Le chenal d’entrée : navigation technique
L’entrée dans le chenal de Bonifacio est une navigation qui mérite une attention totale. Le chenal est étroit (250 mètres de large en son point le plus réserré), sinueux, avec des zones rocheuses peu profondes balisées. L’effet de canal accélère le vent et le courant dans le chenal. Par Libeccio fort, les rafales dans le chenal peuvent dépasser 40 nœuds. La règle d’or : entrer au moteur, voiles fermées, et ne jamais tenter l’entrée si le Libeccio dépasse force 5 de face.
Une fois passé les premiers rochers, le chenal s’élargit en une rade magnifique, entourée de falaises blanches, d’un calme absolu qui contraste avec la violence de l’extérieur. La marina est bien équipée mais chère en haute saison (80-100€ la nuit pour un 10m en août). Beaucoup de plaisanciers préfèrent mouiller sur ancre dans l’anse de Sperone (au nord-est) ou dans la baie de Santa Manza, plus tranquilles et moins couteuses.
La vieille ville : escalier du Roi d’Aragon
La haute ville de Bonifacio est un labyrinthe de ruelles génoises suspendues au-dessus du vide, sillonner de fortifications et ponctuées de terrasses avec des vues vertigineuses sur le détroit. L’attraction la plus spectaculaire est l’escalier du Roi d’Aragon : 187 marches taillées dans la falaise qui descendent à pic de la haute ville à la mer; selon la légende cet escalier fut taillé dans la roche en une seule nuit par les soldats aragonais lors du siège de 1420. La réalité est plus prosaïque (l’escalier servait à aller chercher l’eau d’une source), mais la descente reste impressionnante.

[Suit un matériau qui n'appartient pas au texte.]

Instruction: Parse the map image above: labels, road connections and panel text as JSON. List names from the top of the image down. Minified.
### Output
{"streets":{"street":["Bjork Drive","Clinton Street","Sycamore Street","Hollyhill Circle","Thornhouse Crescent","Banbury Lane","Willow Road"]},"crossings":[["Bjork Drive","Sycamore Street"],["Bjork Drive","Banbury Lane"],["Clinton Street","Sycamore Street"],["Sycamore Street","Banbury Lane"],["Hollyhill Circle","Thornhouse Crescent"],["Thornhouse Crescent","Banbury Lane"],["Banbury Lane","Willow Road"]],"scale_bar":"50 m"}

Les Grottes marines de Bonifacio
La falaise extérieure de Bonifacio (face au large, au sud) est percée de grottes marines spectaculaires. La plus célèbre est la grotte du Sdragonato, dont le plafond est éclairé par une ouverture naturelle en forme de Corse — un hasard géologique qui déclenche l’enthousiasme de tous ceux qui la découvrent. Les grottes sont accessibles par navette officielle depuis la marina. En voilier de 10 m, l’accès à certaines grottes par la mer est possible par beau temps absolu avec une mer plate (pas de houle).

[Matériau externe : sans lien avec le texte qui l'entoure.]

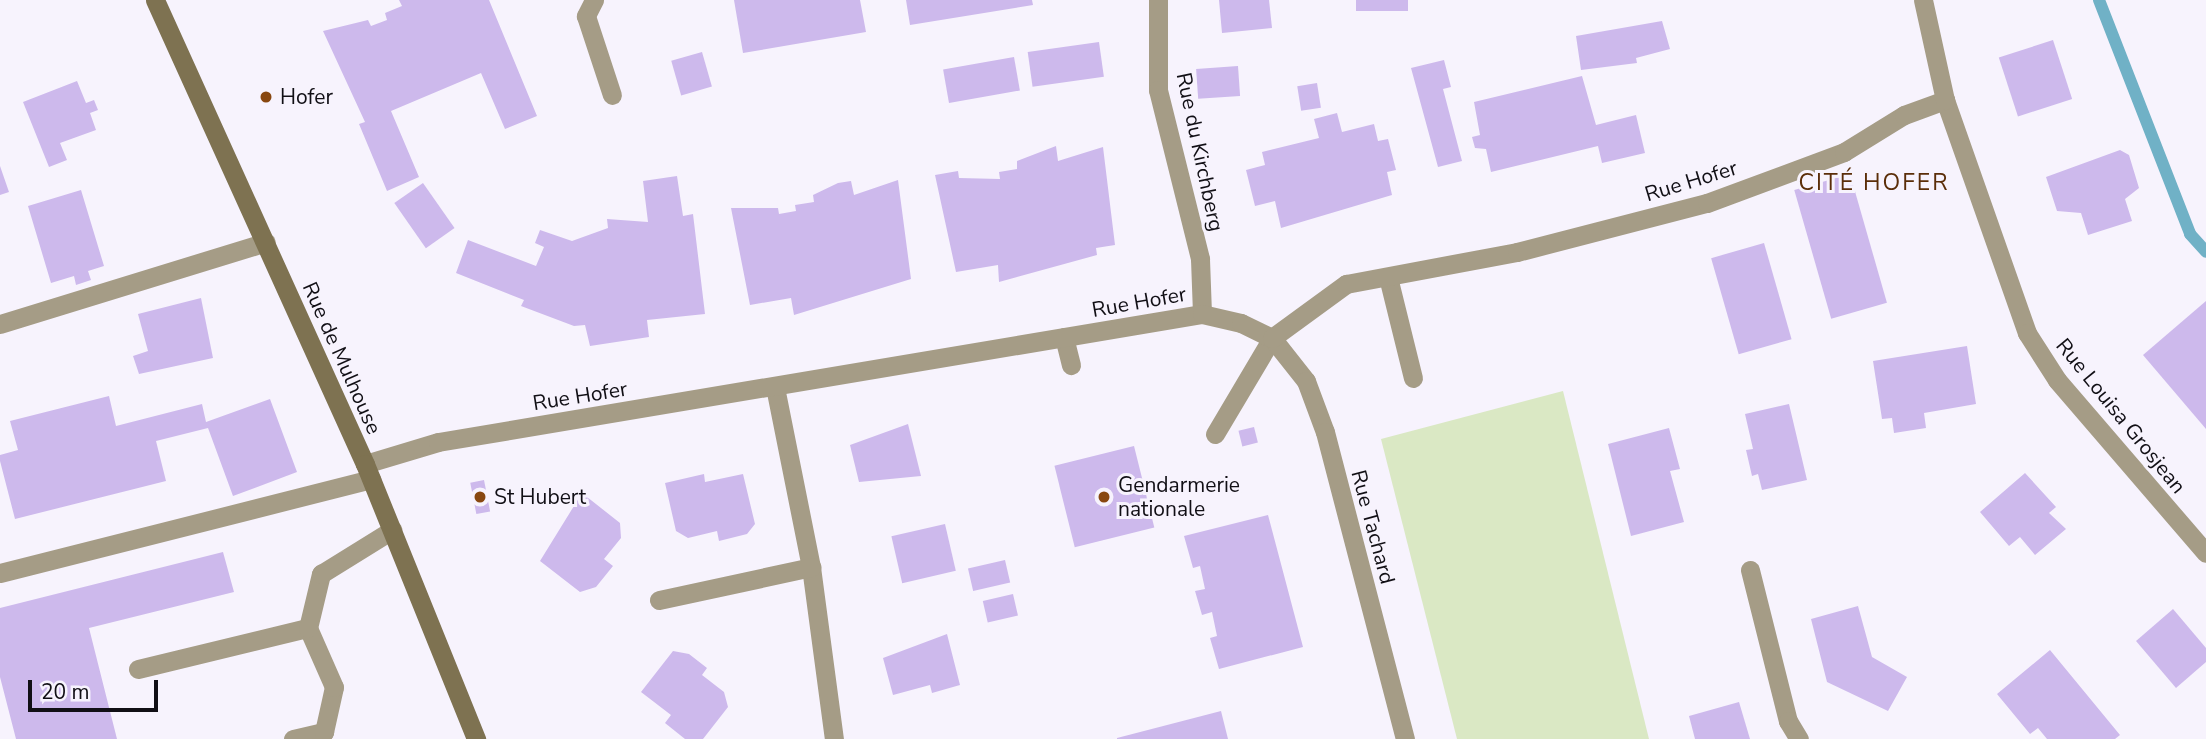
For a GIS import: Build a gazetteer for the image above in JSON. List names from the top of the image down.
{
  "streets": {
    "main road": ["Rue de Mulhouse"],
    "street": [
      "Rue du Kirchberg",
      "Rue Hofer",
      "Rue Louisa Grosjean",
      "Rue Tachard"
    ]
  },
  "crossings": [
    ["Rue du Kirchberg", "Rue Hofer"],
    ["Rue Hofer", "Rue de Mulhouse"],
    ["Rue Hofer", "Rue Louisa Grosjean"],
    ["Rue Hofer", "Rue Tachard"]
  ],
  "districts": ["CITÉ HOFER"],
  "places": ["Hofer", "St Hubert", "Gendarmerie nationale"],
  "scale_bar": "20 m"
}
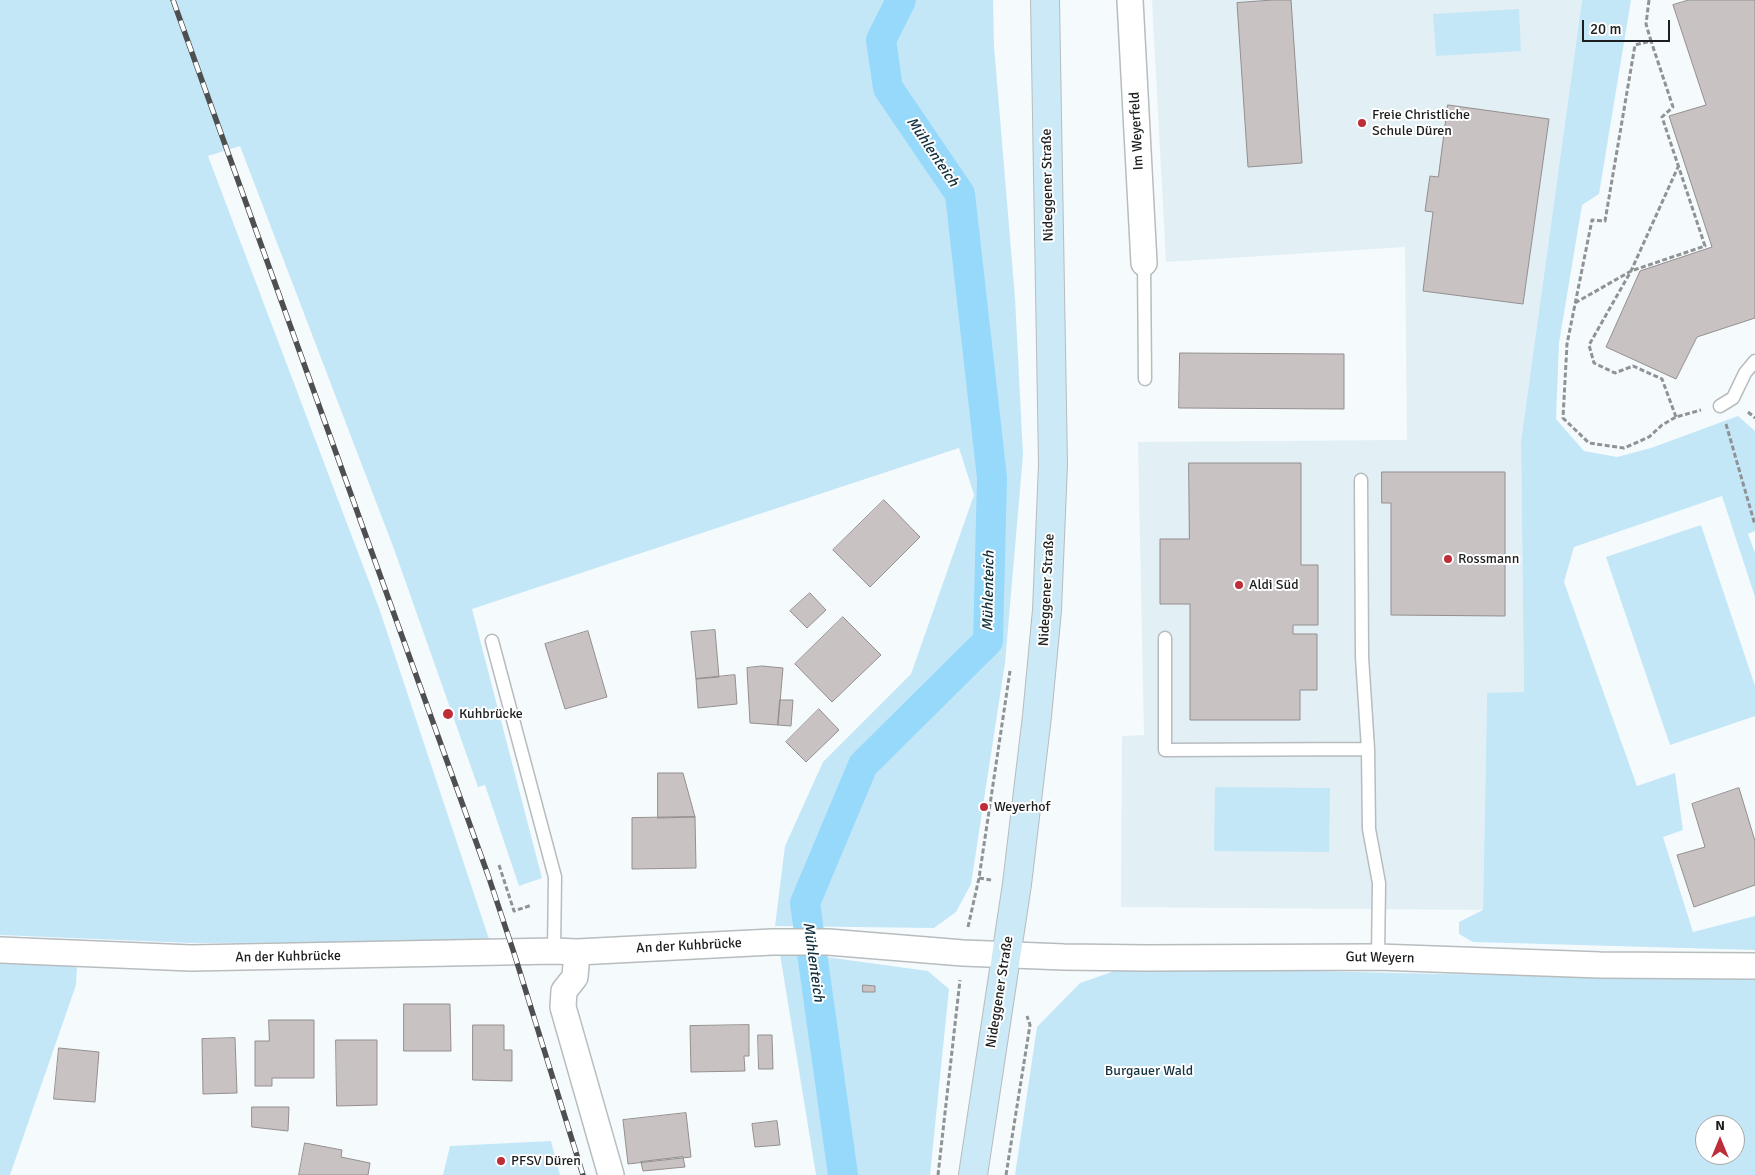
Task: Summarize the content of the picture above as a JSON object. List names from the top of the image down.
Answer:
{
  "streets": {
    "main road": ["Nideggener Straße"],
    "street": ["Im Weyerfeld", "An der Kuhbrücke", "Gut Weyern"]
  },
  "crossings": [
    ["Nideggener Straße", "Gut Weyern"]
  ],
  "water": ["Mühlenteich"],
  "parks": ["Burgauer Wald"],
  "places": [
    "Freie Christliche Schule Düren",
    "Rossmann",
    "Aldi Süd",
    "Kuhbrücke",
    "Weyerhof",
    "PFSV Düren"
  ],
  "scale_bar": "20 m",
  "north": "top"
}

Les Îles Lavezzi : la réserve au bout du monde

Les Îles Lavezzi sont un archipel de rochers de granite arrondi par les éros ions, situé à 5 milles à l’est de Bonifacio dans le détroit. Classées réserve naturelle, elles hébergent une faune marine exceptionnelle et des écosystèmes côtiers préservés. Le mouillage sur bouées (réservation obligatoire en saison, environ 30€/nuit) dans l’anse de Cala Lazarina est l’un des plus beaux de toute la Corse.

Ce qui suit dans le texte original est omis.